> _Brief_
Extract each line of the records below that contains the word "cooking".

> _Input records_
......

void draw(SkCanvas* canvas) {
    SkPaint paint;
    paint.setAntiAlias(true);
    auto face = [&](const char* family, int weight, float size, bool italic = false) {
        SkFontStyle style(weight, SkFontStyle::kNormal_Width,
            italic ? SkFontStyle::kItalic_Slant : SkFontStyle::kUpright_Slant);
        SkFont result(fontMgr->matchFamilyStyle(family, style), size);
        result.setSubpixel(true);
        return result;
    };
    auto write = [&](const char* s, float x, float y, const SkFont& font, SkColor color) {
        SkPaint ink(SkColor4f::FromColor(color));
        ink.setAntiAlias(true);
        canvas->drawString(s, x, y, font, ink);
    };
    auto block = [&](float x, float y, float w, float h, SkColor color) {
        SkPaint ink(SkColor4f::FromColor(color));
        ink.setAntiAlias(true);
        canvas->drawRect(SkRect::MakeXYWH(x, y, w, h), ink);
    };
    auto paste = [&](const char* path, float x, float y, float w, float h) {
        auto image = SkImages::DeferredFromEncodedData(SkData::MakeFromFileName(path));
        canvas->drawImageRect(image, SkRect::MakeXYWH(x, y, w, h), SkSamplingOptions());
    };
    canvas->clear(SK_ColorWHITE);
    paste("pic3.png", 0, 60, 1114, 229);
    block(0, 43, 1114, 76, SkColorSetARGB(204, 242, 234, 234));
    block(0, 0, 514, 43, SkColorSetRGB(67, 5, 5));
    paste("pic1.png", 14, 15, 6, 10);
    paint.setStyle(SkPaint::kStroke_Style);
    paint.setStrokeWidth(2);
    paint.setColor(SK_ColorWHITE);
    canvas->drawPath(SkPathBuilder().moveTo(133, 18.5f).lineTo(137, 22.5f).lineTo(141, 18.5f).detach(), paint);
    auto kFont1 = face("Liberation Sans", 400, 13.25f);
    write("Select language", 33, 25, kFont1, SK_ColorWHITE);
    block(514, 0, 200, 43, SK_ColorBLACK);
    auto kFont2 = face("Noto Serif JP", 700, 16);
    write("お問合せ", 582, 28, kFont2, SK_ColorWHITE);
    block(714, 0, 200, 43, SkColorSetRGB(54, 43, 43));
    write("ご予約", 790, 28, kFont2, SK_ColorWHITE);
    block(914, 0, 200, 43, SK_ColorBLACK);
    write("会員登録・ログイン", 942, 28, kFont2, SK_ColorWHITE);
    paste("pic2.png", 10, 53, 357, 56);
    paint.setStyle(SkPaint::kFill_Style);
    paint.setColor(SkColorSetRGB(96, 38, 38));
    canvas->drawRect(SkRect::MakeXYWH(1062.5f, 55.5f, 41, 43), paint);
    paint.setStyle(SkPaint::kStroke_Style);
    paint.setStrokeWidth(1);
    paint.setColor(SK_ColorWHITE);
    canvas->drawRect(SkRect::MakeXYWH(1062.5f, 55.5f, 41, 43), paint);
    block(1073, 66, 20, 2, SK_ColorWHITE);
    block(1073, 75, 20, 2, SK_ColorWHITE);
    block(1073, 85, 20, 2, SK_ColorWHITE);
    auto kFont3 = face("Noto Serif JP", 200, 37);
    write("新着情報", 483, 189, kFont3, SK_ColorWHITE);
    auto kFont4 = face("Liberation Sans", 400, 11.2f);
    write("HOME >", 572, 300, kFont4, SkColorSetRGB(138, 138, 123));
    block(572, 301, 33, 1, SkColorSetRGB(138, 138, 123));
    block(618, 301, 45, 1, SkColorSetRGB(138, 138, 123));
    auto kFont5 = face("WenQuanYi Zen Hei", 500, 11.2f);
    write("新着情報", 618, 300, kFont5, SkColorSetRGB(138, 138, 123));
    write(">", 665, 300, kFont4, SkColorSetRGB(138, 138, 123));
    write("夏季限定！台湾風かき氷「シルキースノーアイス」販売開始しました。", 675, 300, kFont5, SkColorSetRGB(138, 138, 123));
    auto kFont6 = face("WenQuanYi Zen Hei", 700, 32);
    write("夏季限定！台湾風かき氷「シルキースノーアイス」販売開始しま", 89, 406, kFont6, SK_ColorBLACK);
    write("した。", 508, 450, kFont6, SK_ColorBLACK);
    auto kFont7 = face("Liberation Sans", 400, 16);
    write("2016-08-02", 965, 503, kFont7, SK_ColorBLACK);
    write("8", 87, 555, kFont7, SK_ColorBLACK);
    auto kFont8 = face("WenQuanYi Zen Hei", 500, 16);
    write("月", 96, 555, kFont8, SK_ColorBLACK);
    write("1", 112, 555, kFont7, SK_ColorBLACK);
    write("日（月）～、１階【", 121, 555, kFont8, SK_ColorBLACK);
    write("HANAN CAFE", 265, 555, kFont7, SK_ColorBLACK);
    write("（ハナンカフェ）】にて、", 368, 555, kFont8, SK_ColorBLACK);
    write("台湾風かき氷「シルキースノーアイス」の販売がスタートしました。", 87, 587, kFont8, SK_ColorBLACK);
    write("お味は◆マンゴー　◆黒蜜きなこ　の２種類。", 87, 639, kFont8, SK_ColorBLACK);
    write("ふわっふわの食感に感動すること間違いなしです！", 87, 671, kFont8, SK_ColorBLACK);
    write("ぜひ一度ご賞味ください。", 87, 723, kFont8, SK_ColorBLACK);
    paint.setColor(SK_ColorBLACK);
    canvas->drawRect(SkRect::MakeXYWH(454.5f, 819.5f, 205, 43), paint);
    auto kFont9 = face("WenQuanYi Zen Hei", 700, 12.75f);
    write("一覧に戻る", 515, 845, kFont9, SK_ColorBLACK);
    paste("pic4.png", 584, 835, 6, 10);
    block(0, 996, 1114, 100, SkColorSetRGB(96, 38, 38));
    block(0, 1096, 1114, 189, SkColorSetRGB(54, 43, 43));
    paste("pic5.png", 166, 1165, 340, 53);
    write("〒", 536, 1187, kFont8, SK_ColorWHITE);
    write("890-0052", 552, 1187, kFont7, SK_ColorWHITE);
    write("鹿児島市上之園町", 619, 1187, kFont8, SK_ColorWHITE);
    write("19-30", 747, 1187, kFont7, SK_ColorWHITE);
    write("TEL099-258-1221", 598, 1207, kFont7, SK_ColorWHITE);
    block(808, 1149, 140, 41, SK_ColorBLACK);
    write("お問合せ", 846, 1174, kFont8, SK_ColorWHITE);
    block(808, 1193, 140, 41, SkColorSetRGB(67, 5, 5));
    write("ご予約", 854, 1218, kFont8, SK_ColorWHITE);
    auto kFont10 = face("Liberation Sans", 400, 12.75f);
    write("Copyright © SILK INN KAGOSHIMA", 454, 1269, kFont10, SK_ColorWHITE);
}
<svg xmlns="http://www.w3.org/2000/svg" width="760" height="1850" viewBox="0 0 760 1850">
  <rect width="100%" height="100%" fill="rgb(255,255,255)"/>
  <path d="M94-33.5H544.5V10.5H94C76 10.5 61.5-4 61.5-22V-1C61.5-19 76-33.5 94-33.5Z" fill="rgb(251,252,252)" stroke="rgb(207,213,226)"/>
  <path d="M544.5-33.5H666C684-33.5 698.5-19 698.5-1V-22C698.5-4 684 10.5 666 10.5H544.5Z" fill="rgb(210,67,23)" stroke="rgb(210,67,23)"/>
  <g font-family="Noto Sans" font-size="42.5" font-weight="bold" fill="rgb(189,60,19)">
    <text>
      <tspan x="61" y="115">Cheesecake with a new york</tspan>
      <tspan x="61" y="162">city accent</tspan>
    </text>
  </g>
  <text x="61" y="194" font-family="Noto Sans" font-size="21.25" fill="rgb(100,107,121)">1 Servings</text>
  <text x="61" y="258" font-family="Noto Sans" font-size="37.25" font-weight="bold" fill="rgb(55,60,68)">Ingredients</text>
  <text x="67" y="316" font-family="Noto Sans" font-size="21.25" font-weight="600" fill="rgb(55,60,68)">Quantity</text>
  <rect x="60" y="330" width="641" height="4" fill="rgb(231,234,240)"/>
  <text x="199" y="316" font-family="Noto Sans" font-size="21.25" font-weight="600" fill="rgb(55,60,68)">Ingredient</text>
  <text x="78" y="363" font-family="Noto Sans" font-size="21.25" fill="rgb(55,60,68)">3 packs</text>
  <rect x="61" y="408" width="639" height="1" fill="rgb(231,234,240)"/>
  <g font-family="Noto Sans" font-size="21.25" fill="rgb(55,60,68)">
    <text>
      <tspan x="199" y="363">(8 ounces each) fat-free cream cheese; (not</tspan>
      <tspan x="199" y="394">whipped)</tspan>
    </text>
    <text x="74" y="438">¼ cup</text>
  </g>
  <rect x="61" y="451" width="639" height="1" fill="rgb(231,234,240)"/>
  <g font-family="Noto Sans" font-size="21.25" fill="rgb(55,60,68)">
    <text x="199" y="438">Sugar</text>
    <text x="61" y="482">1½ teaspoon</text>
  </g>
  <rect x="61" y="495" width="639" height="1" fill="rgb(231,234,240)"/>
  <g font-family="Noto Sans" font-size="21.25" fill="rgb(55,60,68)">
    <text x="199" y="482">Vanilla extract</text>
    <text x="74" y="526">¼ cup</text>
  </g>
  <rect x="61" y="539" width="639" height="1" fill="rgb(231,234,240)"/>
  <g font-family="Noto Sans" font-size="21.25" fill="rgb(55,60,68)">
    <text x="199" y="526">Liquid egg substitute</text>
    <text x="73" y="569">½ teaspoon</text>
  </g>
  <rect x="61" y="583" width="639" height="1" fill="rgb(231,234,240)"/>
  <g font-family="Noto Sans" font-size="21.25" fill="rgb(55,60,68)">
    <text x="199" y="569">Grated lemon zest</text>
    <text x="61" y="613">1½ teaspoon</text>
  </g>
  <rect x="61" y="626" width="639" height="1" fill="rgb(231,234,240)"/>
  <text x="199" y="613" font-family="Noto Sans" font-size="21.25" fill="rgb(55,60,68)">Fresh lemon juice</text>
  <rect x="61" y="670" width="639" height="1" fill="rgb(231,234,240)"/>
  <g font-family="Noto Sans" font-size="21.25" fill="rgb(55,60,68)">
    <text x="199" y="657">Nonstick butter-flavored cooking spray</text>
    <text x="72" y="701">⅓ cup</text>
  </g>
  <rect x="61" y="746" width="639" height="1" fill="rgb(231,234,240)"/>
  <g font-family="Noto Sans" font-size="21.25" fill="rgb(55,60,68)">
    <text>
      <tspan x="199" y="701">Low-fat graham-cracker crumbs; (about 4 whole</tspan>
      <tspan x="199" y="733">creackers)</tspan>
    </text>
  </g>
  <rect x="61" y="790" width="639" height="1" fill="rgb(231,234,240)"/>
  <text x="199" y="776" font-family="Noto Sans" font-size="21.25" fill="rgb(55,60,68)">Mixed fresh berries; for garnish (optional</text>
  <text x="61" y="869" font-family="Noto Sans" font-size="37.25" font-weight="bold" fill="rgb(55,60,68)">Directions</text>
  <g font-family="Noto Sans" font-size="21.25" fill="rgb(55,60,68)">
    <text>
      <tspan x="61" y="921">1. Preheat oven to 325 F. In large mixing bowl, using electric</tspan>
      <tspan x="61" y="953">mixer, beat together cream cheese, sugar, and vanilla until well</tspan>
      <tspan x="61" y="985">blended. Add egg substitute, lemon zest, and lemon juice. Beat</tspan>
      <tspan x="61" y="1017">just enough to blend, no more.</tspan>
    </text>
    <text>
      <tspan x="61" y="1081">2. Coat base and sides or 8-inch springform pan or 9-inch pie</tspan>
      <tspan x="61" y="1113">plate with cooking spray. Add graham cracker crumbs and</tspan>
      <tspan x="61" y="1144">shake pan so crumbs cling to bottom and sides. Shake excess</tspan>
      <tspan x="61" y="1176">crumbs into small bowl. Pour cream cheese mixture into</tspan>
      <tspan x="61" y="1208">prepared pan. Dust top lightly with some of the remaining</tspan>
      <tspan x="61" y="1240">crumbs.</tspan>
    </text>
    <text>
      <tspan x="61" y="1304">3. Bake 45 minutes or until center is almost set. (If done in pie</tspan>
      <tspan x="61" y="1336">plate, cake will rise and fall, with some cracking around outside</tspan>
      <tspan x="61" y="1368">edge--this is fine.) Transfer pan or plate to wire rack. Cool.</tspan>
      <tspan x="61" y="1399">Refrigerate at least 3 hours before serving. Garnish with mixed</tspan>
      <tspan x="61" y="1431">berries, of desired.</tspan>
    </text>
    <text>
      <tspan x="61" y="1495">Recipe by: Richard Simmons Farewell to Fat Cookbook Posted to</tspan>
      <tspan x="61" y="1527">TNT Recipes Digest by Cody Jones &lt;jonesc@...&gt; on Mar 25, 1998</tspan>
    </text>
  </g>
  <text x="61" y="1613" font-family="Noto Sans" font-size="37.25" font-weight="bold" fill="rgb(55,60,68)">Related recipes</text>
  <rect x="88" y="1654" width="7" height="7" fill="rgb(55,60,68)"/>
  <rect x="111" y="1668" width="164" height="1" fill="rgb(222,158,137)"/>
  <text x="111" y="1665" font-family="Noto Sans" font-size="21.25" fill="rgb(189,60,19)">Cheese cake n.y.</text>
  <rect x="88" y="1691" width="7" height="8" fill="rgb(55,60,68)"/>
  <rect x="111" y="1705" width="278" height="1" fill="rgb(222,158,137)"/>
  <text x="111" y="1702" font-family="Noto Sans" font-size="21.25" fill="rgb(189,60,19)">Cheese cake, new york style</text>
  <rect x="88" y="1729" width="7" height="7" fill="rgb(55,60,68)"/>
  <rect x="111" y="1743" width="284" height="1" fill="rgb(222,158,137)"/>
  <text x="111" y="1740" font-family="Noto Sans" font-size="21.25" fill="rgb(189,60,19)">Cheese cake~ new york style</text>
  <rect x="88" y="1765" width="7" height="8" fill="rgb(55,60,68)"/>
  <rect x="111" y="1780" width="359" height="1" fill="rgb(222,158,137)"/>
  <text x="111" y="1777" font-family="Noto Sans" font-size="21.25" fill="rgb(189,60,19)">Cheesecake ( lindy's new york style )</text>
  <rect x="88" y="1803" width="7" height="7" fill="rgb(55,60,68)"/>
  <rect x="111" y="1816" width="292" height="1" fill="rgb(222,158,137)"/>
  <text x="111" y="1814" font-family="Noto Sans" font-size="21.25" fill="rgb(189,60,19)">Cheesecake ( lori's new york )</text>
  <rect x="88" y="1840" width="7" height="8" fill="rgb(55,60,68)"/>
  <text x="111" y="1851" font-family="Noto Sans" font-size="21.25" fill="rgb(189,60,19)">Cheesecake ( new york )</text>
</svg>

......

> _Result of the exercise_
    <text x="199" y="657">Nonstick butter-flavored cooking spray</text>
      <tspan x="61" y="1113">plate with cooking spray. Add graham cracker crumbs and</tspan>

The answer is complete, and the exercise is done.